Key insight: with enough data, the posterior is dominated by the likelihood, and the prior "forgets." With sparse data, the prior remains influential.
## Conjugate Priors
Some prior-likelihood combinations have a posterior in the same family, enabling analytical updates without numerical integration.
**Beta-Binomial**: Prior $\theta \sim \text{Beta}(\alpha, \beta)$, likelihood is Binomial. Posterior is $\text{Beta}(\alpha + \text{successes}, \beta + \text{failures})$. Example: estimate the probability a customer defaults (binary outcome). Prior: $\text{Beta}(2, 8)$ (expecting ~20% default).

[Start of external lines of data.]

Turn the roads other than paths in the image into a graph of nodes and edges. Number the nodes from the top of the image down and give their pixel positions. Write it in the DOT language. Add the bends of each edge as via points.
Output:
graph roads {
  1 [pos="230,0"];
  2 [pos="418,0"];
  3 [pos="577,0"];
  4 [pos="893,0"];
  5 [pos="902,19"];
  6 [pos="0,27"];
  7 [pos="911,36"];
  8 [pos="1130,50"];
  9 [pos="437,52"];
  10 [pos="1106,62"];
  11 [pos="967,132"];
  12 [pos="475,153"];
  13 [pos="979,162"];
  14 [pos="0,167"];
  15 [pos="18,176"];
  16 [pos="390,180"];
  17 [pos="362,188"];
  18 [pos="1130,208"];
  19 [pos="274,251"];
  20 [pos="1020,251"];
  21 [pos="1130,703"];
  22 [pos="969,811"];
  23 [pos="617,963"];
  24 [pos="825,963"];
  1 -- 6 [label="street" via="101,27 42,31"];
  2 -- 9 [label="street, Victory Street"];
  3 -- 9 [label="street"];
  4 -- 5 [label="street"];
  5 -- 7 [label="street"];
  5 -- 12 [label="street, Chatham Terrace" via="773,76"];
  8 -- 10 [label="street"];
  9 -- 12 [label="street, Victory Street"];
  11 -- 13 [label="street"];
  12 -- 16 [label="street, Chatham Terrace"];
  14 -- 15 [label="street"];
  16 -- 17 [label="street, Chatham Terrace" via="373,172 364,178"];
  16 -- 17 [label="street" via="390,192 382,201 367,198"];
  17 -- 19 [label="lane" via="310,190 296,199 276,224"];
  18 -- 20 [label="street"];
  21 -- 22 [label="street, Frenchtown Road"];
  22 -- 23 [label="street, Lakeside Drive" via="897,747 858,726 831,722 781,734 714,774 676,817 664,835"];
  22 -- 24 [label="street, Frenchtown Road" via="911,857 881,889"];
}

Observe 15 defaults, 85 no-defaults in new cohort. Posterior: $\text{Beta}(2 + 15, 8 + 85) = \text{Beta}(17, 93)$, with posterior mean = $17 / 110 = 0.155$.
**Normal-Normal**: Prior and likelihood are both Normal. Posterior is Normal with mean = weighted average of prior mean and data mean.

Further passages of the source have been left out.